Geograficamente, Paraffin é um produto claro daquela Nova Iorque irreverente do início dos 2000s: segue à risca os manuscritos que sobraram da extinção precoce da Def Jux, editora que operava numa órbita coincidente à da Backwoodz Studioz, o selo alternativo pelo qual billy edita o seu material, e que veio até a dar abrigo a gente como Blockhead ou Vordul Mega (dos Cannibal Ox) quando a máquina alimentada por El-P ruiu. Já este novo Shrines é mais abrangente no que toca à estética que envolve os instrumentais e aumenta ligeiramente o grau de experimentação entre os flows, as cadências ou até a própria colocação vocal, capaz de ir buscar influências do movimento Anticon à costa oposta à sua.

Como em qualquer álbum assinado por mestres de cerimónias desta casta, o factor “choque” está sempre latente. ELUCID e woods não vestem a pele de quem está mais “desperto” do que o ouvinte mas constatam verdades duras e óbvias a poucos centímetros da nossa cara através de um filtro peculiar, feito de referências literárias arrojadas, expressões ou palavras exóticas, doutrinas filosóficas e religiosas ou questões económicas, sociais e raciais. Montadas em esquemas pouco comuns, auxiliados pela tal arrogância em desrespeitar os tempos marcados pelo beat, as rimas da dupla fazem de Shrines um espectáculo ambulante de malabarismo e ilusionismo, durante o qual os dois performers se esforçam no limite para obter o máximo de coroas como gratificação de quem parou para assistir. Dar o litro funciona? Que o diga a velocidade com que as edições desta malta no formato físico esgotam por natureza.

Escusado será dizer que é inerente a qualquer seguidor deste nicho sonhar em vê-los todos num mesmo alinhamento. E até isso Shrines se esforça para nos dar. Pink Siifu, Quelle Chris ou R.A.P. Ferreira seguem a fórmula Armand Hammer e inovam na forma como declamam os seus poemas. E claro, real recognize real: billy woods e Earl Sweatshirt trocam versos pela primeira vez em “Ramesses II”, depois de confessarem a admiração um pelo outro em entrevistas recentes.

O sucessor de Paraffin tem ainda a particularidade de se esconder atrás de uma capa à primeira vista enigmática, que nos é decifrada logo entre as primeiras faixas do LP. O tigre Ming, prestes a ser abatido por um agente da NYPD, é uma lenda urbana do bairro de Harlem, em Nova Iorque. No final do tema “Pommelhorse” podemos ouvir um excerto de uma entrevista de Antoine Yates, dono do felino, que explica a ideia de querer ter tido um zoo em casa para poder escapar das armas e drogas que circulam nas ruas.

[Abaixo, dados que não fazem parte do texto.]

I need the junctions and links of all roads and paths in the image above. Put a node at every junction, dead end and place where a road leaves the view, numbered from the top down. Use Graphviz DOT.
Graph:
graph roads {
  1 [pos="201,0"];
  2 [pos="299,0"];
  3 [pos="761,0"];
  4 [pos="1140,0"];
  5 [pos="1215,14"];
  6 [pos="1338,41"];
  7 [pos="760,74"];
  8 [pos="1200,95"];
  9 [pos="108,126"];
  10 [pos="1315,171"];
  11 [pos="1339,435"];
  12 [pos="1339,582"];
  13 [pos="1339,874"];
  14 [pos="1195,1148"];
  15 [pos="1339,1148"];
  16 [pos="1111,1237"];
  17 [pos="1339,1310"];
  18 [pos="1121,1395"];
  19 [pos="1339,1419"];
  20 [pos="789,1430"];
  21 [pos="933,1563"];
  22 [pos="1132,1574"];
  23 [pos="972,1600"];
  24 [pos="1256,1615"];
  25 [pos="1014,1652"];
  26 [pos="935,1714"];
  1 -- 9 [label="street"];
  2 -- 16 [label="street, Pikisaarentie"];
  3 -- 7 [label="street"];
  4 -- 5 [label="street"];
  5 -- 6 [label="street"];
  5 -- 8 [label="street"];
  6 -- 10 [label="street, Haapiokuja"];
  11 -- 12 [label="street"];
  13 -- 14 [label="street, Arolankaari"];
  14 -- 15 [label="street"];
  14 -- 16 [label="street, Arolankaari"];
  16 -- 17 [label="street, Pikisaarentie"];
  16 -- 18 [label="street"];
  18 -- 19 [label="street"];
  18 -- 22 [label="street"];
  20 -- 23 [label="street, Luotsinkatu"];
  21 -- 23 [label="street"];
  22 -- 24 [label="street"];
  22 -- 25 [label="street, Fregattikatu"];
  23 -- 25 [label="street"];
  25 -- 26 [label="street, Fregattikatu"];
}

Pode parecer loucura pelo toque de humor negro adjacente à história mas há também um lado nobre neste acto, que certamente agradou os dois rappers ao ponto de o escolherem como ponto de partida para as ideias esbatidas neste Shrines. E o seu placement no alinhamento também parece propositado, já que antecede o momento alto do disco, curiosamente a faixa em que o par veste a pele de um outro felino: “Leopards” é a canção mais bem conseguida desta fornada, um blues rock em decadência no qual woods protagoniza uma das entradas mais brilhantes dos últimos tempos. Da piada inicial “Turned Jehovah’s Witness on Christmas” até chegar ao confronto físico que acaba em fantasia macabra (“It’s more than a few ways to skin cats/ Pelts drape, drip dripping, we wore the skulls as a mask”), o head honcho da Backwoodz Studioz tem ainda espaço de manobra para registar o momento mais catchy do álbum (“It takes blood to be a man/ Blood in, blood on your hands/ Blood on the leaves, blood trails where they ran” conjuga na perfeição com os acordes rasgados da guitarra). Depois do convidado Nosaj frisar a selvajaria das ruas que circula no sangue do trio no refrão, ELUCID não baixou a fasquia e manteve o leopardo a galgar mais algum terreno com uma terapia de sarcasmo e algum cinismo à mistura, não saindo sem se despedir de quem organizou a caçada daquela noite com um “Performative rebel rhetoric, but the beat’s incredible.”